BACKGROUND Laboratory‐selected resistant strains of Euschistus heros to thiamethoxam (NEO) and lambda‐cyhalothrin (PYR) were recently reported in Brazil. However, the mechanisms conferring resistance to these insecticides in E. heros remain unresolved. We utilized comparative transcriptome profiling and single nucleotide polymorphism (SNP) calling of susceptible and resistant strains of E. heros to investigate the molecular mechanism(s) underlying resistance. RESULTS The E. heros transcriptome was assembled, generating 91 673 transcripts with a mean length of 720 bp and N50 of 1795 bp. Comparative gene expression analysis between the susceptible (SUS) and NEO strains identified 215 significantly differentially expressed (DE) transcripts. DE transcripts associated with the xenobiotic metabolism were all up‐regulated in the NEO strain. The comparative analysis of the SUS and PYR strains identified 204 DE transcripts, including an esterase (esterase FE4), a glutathione‐S‐transferase, an ABC transporter (ABCC1) and aquaporins that were up‐regulated in the PYR strain. We identified 9588 and 15 043 nonsynonymous SNPs in the PYR and NEO strains. One of the SNPs (D70N) detected in the NEO strain occurs in a subunit (α5) of the nAChRs, the target site of neonicotinoid insecticides. Nevertheless, this residue position in α5 is not conserved among insects. CONCLUSIONS Neonicotinoid and pyrethroid resistance in laboratory‐selected E. heros is associated with a potential metabolic resistance mechanism by the overexpression of proteins commonly involved in the three phases of xenobiotic metabolism.
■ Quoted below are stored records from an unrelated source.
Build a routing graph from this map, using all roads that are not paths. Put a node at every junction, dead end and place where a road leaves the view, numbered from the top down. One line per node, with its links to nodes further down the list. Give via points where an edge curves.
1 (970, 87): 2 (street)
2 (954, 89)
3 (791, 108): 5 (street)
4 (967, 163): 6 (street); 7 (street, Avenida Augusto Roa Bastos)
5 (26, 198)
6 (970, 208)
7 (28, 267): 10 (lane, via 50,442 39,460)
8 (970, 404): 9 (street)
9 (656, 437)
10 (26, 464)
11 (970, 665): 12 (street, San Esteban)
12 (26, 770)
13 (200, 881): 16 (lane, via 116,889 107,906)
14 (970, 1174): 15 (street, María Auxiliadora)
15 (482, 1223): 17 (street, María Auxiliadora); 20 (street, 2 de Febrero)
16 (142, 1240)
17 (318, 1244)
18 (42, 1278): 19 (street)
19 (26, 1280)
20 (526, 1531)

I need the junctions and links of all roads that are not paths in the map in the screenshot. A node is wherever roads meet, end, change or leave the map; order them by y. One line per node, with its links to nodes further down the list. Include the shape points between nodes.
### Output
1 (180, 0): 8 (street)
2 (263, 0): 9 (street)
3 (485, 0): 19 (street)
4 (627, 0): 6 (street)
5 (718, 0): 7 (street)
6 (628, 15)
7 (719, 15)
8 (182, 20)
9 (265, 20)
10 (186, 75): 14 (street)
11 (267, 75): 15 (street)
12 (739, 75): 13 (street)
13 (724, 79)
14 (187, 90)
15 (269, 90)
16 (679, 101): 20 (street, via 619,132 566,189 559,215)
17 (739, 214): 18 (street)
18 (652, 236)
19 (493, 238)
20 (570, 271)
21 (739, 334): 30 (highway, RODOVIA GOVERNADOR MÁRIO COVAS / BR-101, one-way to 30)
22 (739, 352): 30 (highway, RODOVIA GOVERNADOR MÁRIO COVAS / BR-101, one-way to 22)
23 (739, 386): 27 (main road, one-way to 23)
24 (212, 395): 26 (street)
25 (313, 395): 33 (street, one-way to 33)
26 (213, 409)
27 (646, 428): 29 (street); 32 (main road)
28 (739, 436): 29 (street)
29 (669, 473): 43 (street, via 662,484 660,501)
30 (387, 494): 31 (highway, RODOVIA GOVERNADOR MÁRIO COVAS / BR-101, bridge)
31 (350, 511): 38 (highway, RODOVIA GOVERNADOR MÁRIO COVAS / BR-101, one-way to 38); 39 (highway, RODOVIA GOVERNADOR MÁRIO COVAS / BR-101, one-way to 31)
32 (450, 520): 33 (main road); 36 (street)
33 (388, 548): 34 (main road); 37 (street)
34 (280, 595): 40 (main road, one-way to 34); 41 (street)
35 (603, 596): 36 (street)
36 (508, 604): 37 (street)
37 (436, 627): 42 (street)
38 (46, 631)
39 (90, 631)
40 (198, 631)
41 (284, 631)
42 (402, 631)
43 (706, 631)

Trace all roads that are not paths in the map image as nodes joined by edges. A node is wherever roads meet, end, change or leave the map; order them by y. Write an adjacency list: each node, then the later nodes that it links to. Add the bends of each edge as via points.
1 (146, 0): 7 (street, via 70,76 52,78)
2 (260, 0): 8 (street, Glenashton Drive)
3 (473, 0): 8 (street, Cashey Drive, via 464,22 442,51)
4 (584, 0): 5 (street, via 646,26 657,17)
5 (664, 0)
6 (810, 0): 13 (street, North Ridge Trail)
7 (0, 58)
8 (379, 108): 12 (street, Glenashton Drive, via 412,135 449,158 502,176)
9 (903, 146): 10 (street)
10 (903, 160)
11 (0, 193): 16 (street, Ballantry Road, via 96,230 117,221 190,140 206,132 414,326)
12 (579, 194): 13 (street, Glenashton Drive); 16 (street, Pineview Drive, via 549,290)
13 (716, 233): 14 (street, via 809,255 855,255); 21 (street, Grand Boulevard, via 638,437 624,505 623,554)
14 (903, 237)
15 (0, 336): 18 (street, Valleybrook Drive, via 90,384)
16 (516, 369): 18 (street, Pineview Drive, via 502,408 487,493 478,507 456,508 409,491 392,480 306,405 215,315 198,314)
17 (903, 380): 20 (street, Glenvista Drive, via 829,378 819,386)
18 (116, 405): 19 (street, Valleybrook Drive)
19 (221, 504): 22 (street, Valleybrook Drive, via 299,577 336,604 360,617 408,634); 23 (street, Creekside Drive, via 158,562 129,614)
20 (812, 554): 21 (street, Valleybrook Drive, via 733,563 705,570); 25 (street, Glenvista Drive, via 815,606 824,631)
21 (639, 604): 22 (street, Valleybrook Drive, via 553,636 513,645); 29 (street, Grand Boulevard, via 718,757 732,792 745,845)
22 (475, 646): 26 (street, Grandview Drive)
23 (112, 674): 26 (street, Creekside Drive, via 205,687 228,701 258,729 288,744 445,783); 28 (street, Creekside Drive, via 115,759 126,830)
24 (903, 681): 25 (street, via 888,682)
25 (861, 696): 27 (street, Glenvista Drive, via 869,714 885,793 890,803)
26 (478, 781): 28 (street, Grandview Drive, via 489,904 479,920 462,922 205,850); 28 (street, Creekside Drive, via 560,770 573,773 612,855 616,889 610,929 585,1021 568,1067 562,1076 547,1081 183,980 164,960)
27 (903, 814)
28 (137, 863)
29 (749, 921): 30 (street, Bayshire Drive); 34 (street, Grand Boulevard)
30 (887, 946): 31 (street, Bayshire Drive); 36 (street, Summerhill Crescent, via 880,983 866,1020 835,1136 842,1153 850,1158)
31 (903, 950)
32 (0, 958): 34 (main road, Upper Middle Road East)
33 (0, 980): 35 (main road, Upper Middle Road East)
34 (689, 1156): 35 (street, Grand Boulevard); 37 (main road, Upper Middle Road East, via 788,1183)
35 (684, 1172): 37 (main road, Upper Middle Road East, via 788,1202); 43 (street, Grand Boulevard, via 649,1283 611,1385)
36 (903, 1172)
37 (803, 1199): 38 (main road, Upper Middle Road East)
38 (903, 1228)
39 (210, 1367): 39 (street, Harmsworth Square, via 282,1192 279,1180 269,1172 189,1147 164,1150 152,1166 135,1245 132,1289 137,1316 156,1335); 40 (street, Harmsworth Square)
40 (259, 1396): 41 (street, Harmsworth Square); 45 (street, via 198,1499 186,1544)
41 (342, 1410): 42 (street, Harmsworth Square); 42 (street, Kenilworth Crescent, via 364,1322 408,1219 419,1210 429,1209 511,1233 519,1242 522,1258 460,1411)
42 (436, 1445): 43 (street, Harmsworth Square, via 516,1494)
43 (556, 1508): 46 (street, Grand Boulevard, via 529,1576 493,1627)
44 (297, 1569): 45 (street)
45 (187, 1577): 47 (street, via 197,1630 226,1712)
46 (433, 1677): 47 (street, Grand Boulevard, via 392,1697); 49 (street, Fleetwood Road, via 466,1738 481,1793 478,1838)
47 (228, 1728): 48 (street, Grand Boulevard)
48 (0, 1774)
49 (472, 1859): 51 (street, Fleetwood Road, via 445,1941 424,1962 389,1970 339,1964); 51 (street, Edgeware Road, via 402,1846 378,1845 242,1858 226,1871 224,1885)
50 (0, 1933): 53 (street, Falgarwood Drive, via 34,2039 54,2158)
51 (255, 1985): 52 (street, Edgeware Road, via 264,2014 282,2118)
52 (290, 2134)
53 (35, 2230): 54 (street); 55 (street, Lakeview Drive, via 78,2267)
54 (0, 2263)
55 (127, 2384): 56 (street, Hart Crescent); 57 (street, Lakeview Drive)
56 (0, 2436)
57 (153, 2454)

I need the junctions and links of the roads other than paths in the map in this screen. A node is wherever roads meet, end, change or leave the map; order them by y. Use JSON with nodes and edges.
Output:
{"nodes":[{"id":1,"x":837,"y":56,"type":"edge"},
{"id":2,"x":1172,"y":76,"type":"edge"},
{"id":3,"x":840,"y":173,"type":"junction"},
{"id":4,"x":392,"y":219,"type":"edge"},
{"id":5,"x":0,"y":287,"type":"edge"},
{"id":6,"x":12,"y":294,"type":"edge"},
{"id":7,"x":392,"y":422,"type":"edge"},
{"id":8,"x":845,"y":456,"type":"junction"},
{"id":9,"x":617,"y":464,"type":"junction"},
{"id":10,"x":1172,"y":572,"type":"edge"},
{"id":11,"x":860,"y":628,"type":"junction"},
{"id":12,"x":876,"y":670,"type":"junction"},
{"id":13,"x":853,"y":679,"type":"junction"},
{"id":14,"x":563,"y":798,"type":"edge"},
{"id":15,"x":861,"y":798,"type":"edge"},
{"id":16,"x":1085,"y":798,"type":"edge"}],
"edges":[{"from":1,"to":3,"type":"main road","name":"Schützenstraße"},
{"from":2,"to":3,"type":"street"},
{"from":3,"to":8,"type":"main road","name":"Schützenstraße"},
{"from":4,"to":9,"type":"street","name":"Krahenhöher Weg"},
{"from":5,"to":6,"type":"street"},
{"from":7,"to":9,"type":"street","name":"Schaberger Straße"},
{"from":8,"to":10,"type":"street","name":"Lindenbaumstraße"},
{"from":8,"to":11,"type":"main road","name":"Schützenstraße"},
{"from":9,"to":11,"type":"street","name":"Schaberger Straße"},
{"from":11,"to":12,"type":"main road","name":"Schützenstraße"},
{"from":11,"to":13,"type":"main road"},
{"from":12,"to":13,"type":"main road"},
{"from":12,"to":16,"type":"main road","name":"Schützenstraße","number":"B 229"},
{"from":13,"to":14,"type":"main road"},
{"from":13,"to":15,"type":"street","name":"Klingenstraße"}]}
Together these findings provide insight into the potential basis of resistance in E. heros and will inform the development and implementation of resistance management strategies against this important pest. © 2023 Society of Chemical Industry. Transcriptome and SNP‐calling analyses revealed the main mechanism underlying resistance of E. heros to thiamethoxam and lambda‐cyhalothrin is metabolic resistance. Two other potential mechanisms are highlighted: the cuticular penetration resistance in the λ‐cyhalothrin‐resistant strain, and the target‐site mutation in the thiamethoxam‐resistant strain of E. heros.